Gordon Hall – Army Air Corps Pilot

The people who knew Gordon E. Hall the best were not surprised that he soared up the ranks of the U.S. Army Air Corps. 

Like many young men, Hall was eager to serve his country as soon as he collected his diploma from Wapella High School in May 1935. But the 17-year-old was a few months shy of being old enough to join the ranks. Hall enrolled at the University of Illinois, studying commerce and business administration, while working to complete flight training at Chanute Air Base in nearby Rantoul.

Hall’s friends waited anxiously for their 18th birthdays and the potential start of their commitment to the military. 

Among the hometown students influenced by Hall’s decision to become a pilot was Ernest Thorp, who watched in amazement as Hall swooped low over the high school and the Hall’s home, a sign to the pilot’s parents that he was ready for a ride home from Chanute.

Hall was awarded his wings, along with a second lieutenant’s commission, following advanced training in November 1940 at Gulf Coast Air Corps Training Center, at Kelly Field, in Texas.

In July 1942, Hall and the other members of the 12th Bombardment Group left Fort Dix, New Jersey for overseas duty. The B-25 bomb group, known as “The Earthquakers,” were assigned missions in Northern Africa, Egypt and the Mediterranean.

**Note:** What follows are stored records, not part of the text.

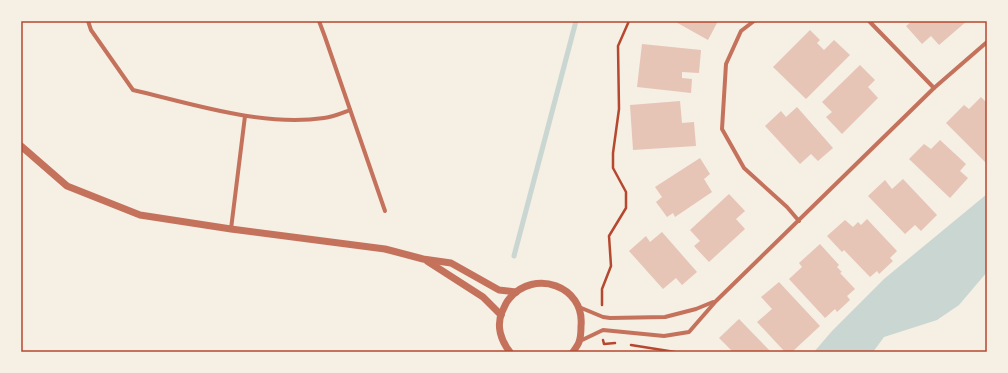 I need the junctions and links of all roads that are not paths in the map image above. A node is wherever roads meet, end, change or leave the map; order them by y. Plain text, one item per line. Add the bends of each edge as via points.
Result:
1 (88, 21) edge
2 (318, 21) edge
3 (754, 21) edge
4 (869, 21) edge
5 (987, 42) edge
6 (934, 88) junction
7 (350, 110) junction
8 (245, 116) junction
9 (21, 146) edge
10 (385, 211) dead end
11 (799, 221) junction
12 (231, 229) junction
13 (423, 259) junction
14 (516, 292) junction
15 (716, 301) junction
16 (578, 307) junction
17 (501, 315) junction
18 (580, 341) junction
19 (510, 352) edge
20 (573, 352) edge

1 - 8 street via 91,30 133,90
2 - 7 street
3 - 11 street via 741,31 726,64 722,129 744,168
4 - 6 street
5 - 6 street
6 - 11 street
7 - 8 street via 325,118 294,120
7 - 10 street
8 - 12 street
9 - 12 street via 67,186 81,192 140,214
11 - 15 street
12 - 13 street via 385,249
13 - 14 street via 451,263 499,290
13 - 17 street via 483,297
14 - 16 street via 528,285 554,285 567,292 577,302
14 - 17 street via 508,300
15 - 16 street via 665,317 610,318
15 - 18 street via 688,332 664,336 603,330
16 - 18 street via 582,316
17 - 19 street via 500,332
18 - 20 street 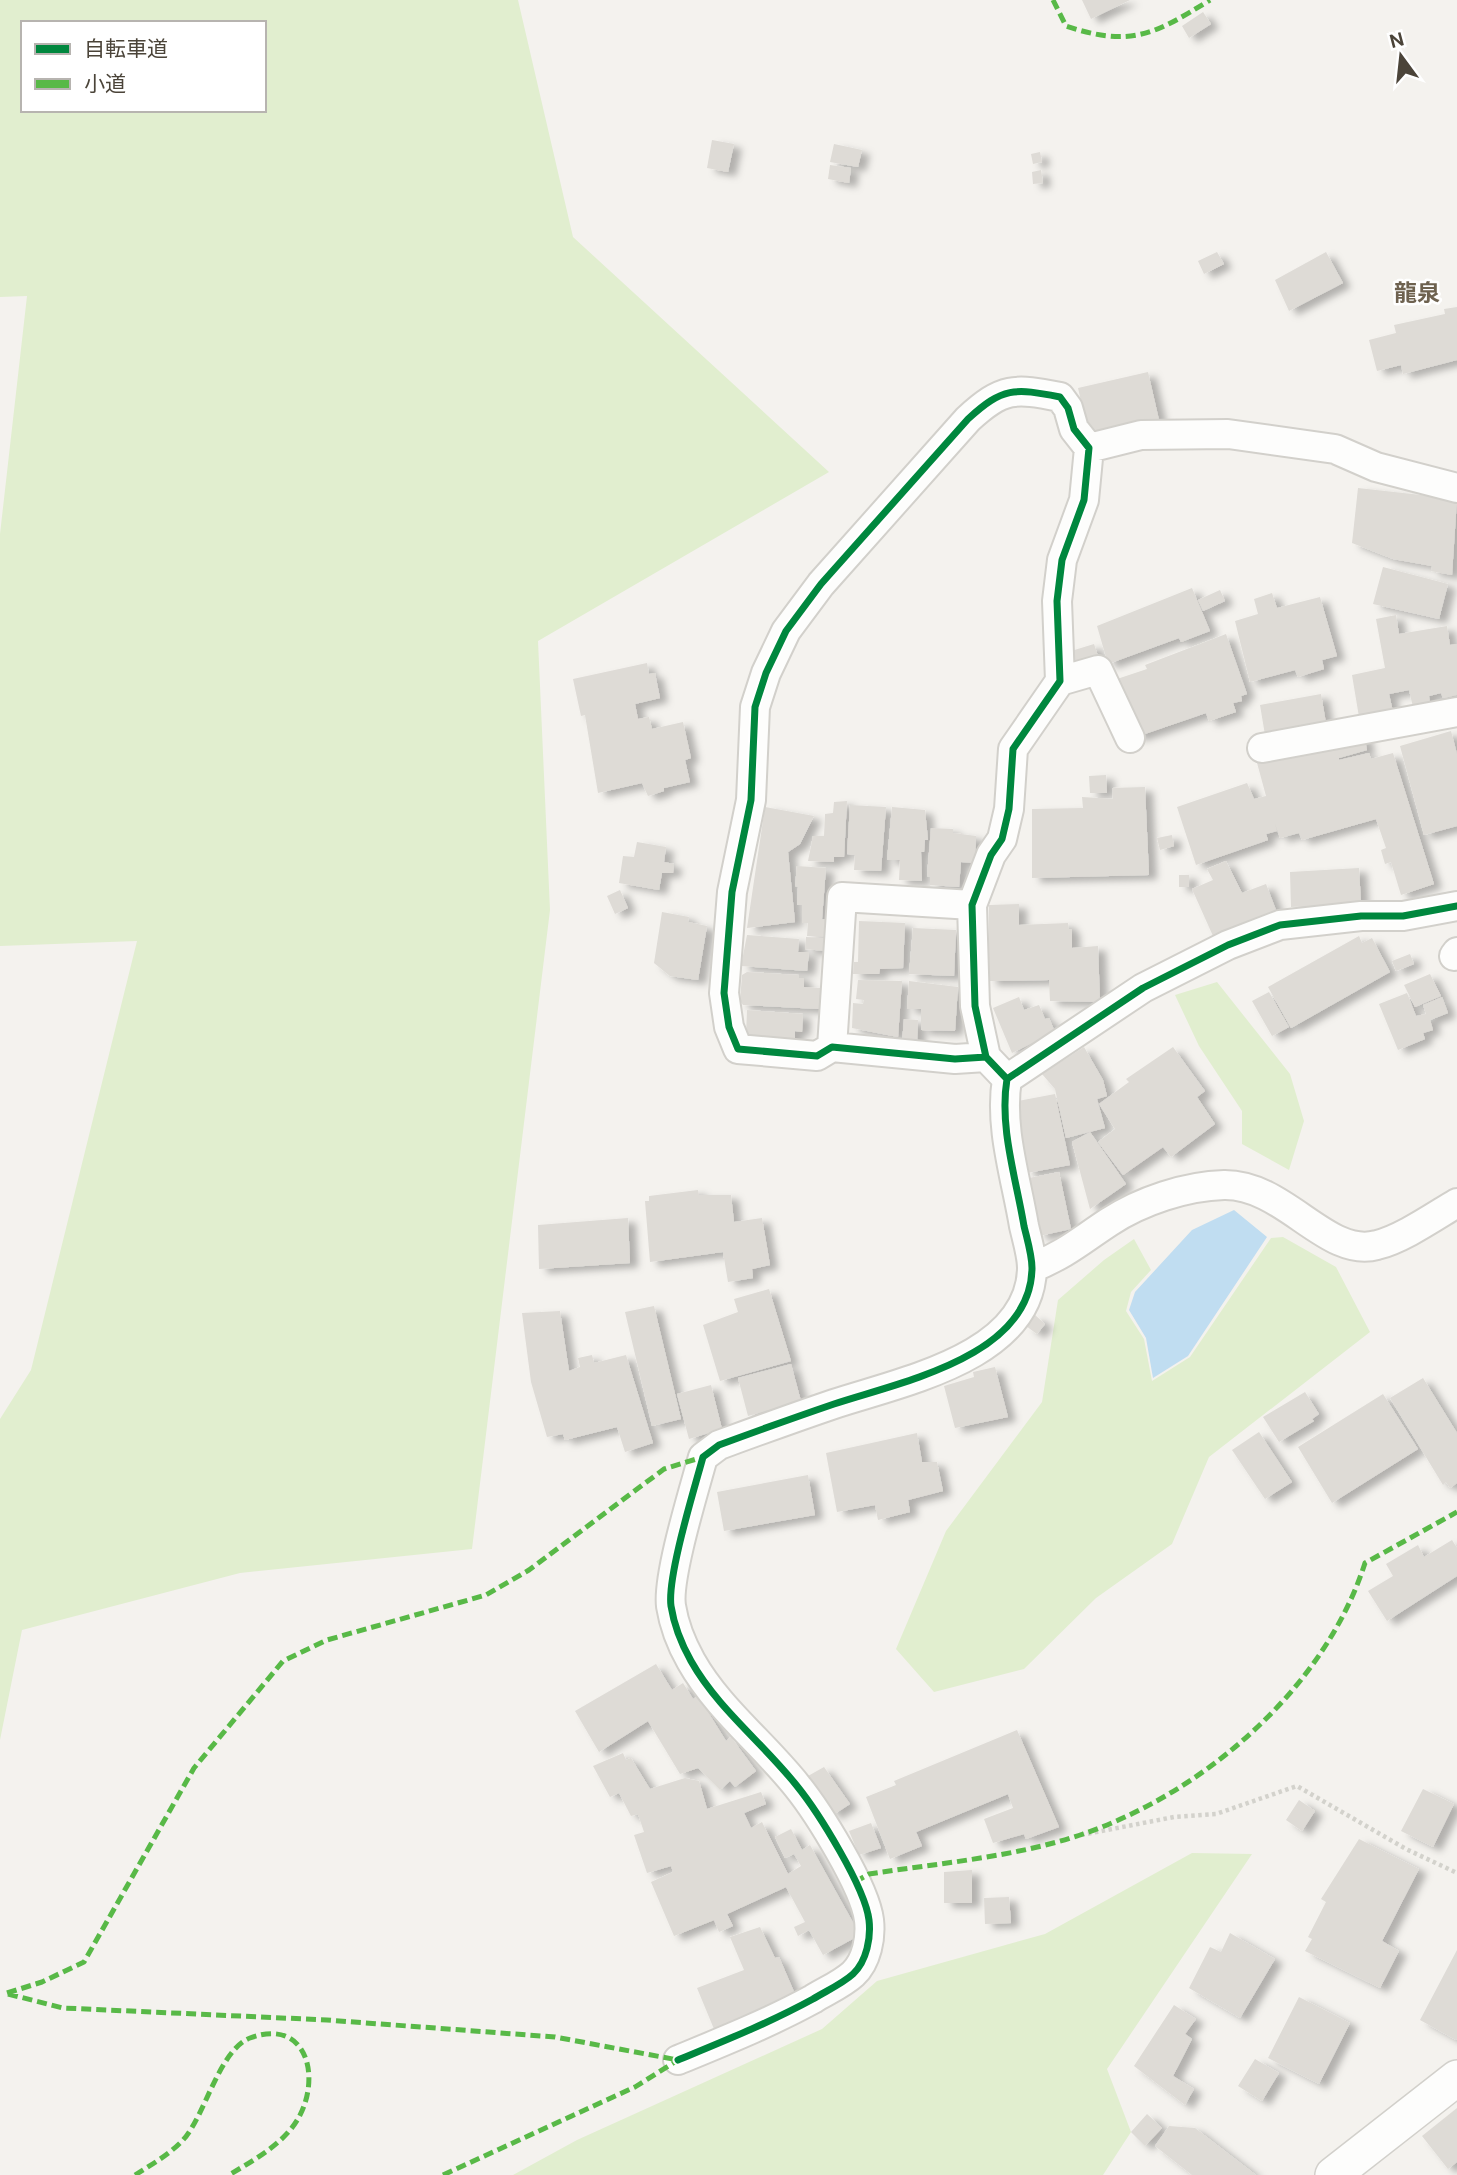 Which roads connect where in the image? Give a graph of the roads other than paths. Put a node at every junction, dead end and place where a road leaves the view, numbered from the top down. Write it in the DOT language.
graph roads {
  1 [pos="1089,448"];
  2 [pos="1457,488"];
  3 [pos="1060,681"];
  4 [pos="1457,712"];
  5 [pos="1130,738"];
  6 [pos="1262,747"];
  7 [pos="972,905"];
  8 [pos="1457,906"];
  9 [pos="832,1047"];
  10 [pos="986,1057"];
  11 [pos="1007,1079"];
  12 [pos="1457,1203"];
  13 [pos="1032,1268"];
  14 [pos="678,2060"];
  15 [pos="1457,2078"];
  16 [pos="1333,2175"];
  1 -- 2 [label="street"];
  1 -- 3 [label="street"];
  1 -- 9 [label="street"];
  3 -- 5 [label="street"];
  3 -- 7 [label="street"];
  4 -- 6 [label="street"];
  7 -- 9 [label="street"];
  7 -- 10 [label="street"];
  8 -- 11 [label="street"];
  9 -- 10 [label="street"];
  10 -- 11 [label="street"];
  11 -- 13 [label="street"];
  12 -- 13 [label="street"];
  13 -- 14 [label="street"];
  15 -- 16 [label="street"];
}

Tech. Sgt. Robert E. Wilson chronicled the group’s experiences in “The Earthquakers: Overseas History of the 12th Bomb Group,” Written in frank “call a spade a spade” terms, Wilson’s book is a firsthand account into what the group encountered.

Near misses were recorded.

The first came over Egypt in October 1942 when a German 88 mm shell hit his plane in the squadron. The shell passed through the wing structure, leaving a gaping 14-inch hole but the crew intact. About a year later, Hall narrowly escaped death while flying as co-pilot with an Italian pilot in an SM -79 medium bomber. After receiving a few instructions, Hall took over as pilot on a second flight.

“Evidently there was some miscommunication as to who worked what, because the take-off ended in a broken landing gear and a smash-up,” Wilson wrote in his diary. Unable to break free of an Italian parachute, in the plane with one engine ablaze, Hall was rescued by the co-pilot.

Hall flew close to 50 missions, including the group’s first mission in Egypt in August 1943 against enemy airfields at Daba, Fuka and port facilities at Matruh. In a United Press story quoting the young operations officer from central Illinois, the raid was termed “a vicious dogfight.”

“One of the bombing squadrons in the all-American formation was led by Capt. Gordon E. Hall of Wapella, Ill. A tall blond, he claims to have the “best gunner in the outfit” – Tech. Sgt. William T. Cross of Terrell, Texas. “The gunner has the toughest job of them all,” Hall said. “He has to keep the pilot posted on what’s going on,” the reporter wrote.

The Aug. 17, 1943, edition of Stars and Stripes notes the 12th Bomb Group’s first anniversary of overseas battle. By the time the group moved to Sicily, Hall was 25 and one of the youngest men to serve as a lieutenant colonel in the U.S. Army.

One of Gordon Hall’s tissue escape maps. Issued to pilots in case they are shot down over enemy territory.

`Hall received four citations in 1943, including the Distinguished Flying Cross, the Oak Leaf and several clusters and the Silver Star. The 12th Bomb Group was recognized with a Distinguished Unit Citation for its actions during the north African campaign.

Back home in Wapella, Hall’s parents John and Erma, and his three sisters, Eleanor, Geraldine and Gloria, stayed busy as they waited for their son and brother to return home. John Hall worked for a water well company and later served as a Clinton police officer.

Erma Hall’s new position at her brother’s service station garnered headlines in an area newspaper.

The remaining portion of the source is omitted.